HQL-Lite

Overview

HQL-Lite is a query language derived from Hanskens full HQL human. HQL stands for Hansken Query Language and can be used to search or match traces. Since not all elements of full HQL can be used in the context of an extraction, extraction plugins use HQL-Lite, a lightweight version of HQL. This document describes the usage of HQL-Lite in the context of extraction plugins.

How does Hansken work?

Let’s say we have a Hansken image hansken_image1 with 10 pdf files, and 5 jpegs.
And our Hansken contains 2 tools:
- PdfPlugin
- JpegTool

Note

All plugins are Hansken tools, but not all Hansken tools are plugins. Some tools are included in Hansken core.

Let’s look at a (simplified) pseudocode example of the inner workings of Hansken:

for each trace in new_traces {
    for each datastream in trace {
        for each tool in hansken_tools {
            if tool.can_this_tool_process_the_provided_trace(trace, datastream) {
                tool.process_the_trace(trace, datastream)
            }
        }
    }
}

So in this example we know the following:

new_traces has
- 10 pdf files
- 5 jpeg files
hansken_tools contains:
- PdfPlugin
- JpegTool

So the question here is, how do we prevent that traces are not processed by incompatible tools?

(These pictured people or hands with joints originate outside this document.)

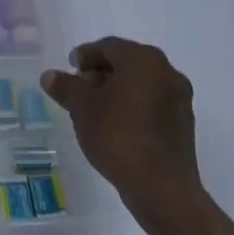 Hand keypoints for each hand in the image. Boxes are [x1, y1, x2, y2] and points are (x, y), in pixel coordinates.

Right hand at [42, 37, 209, 234]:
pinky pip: (152, 102)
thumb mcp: (81, 108)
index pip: (108, 46)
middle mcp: (166, 71)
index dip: (85, 56)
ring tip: (94, 109)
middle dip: (100, 73)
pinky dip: (133, 105)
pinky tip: (116, 125)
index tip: (70, 69)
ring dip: (116, 89)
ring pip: (140, 83)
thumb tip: (50, 76)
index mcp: (143, 59)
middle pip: (126, 62)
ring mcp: (179, 98)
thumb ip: (65, 86)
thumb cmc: (118, 136)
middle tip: (79, 88)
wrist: (162, 188)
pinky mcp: (183, 122)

The answer is the tool.can_this_tool_process_the_provided_trace() part of the pseudocode.

What does `can_this_tool_process_the_provided_trace()` do?

Hansken actually contains many more tools/plugins than these 2, and instead of 15 files/traces, we usually deal with millions.

Note

If each trace has 1 extra second of overhead, 1 million traces would take 11.5 days of extra CPU time

Matchers to the rescue

To reduce the unnecessary overhead of processing all traces (even the ones the tool cannot actually process), Hansken implements the concept of a matcher for each tool. This matcher basically checks the trace for “matching conditions”, that would allow the tool to process it.

Sometimes these matching conditions can be as simple as a specific filename or extension, but are often more elaborate in the sense that they check multiple factors that require some intimate knowledge of Hansken.

What is HQL-Lite?

HQL-Lite is a language based on HQL (Hansken Query Language) that allows plugin developers to write matchers for Hansken Extraction Plugins. It could be said that HQL-Lite contains a subset of HQL features, plus some HQL-Lite unique features that are only interesting for matchers.

Note

Please note that even though the HQL-Lite query is part of the plugin, it is compiled and stored in Hansken during startup to achieve performance.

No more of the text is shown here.